Problem to work on:
Reply only with how many lines below contain "names".
***** Source information
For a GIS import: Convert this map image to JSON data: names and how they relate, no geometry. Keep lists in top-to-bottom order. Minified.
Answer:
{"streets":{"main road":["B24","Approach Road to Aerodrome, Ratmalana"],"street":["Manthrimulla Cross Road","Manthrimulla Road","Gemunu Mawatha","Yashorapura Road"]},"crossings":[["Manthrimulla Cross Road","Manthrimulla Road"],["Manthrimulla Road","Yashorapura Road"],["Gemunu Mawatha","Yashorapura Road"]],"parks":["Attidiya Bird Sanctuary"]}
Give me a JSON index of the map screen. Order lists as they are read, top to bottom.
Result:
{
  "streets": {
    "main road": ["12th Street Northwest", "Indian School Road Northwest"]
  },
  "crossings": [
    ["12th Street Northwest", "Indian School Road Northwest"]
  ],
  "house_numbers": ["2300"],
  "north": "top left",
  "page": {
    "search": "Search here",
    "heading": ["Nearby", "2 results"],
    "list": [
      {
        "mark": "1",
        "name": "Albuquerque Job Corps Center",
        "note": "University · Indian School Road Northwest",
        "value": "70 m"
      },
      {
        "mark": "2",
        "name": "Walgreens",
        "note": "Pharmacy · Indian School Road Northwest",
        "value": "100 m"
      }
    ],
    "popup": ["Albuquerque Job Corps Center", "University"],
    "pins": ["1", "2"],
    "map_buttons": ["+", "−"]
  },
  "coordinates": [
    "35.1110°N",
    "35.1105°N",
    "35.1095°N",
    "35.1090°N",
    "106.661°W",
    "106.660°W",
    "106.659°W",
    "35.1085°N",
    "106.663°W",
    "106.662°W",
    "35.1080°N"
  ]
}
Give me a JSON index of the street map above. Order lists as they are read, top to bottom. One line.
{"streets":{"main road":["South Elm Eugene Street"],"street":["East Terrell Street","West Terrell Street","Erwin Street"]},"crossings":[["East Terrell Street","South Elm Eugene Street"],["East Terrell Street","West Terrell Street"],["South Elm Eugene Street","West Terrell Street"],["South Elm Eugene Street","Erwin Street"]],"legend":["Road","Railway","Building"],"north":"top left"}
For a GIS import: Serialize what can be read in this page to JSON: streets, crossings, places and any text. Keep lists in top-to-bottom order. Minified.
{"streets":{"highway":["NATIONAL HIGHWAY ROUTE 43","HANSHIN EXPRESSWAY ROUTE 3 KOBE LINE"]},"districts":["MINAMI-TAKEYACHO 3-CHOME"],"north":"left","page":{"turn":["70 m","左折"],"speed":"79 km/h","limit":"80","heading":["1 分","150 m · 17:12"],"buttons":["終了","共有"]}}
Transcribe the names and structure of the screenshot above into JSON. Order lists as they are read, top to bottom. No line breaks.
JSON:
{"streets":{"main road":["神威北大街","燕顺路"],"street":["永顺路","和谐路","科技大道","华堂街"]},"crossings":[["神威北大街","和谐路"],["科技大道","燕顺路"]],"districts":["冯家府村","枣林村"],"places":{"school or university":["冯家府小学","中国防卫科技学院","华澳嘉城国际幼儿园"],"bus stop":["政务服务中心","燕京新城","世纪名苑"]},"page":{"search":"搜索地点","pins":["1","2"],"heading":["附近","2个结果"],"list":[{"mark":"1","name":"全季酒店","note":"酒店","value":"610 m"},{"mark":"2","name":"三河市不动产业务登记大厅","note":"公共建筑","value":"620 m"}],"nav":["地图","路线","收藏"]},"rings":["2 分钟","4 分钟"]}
**********
Result of this task:
2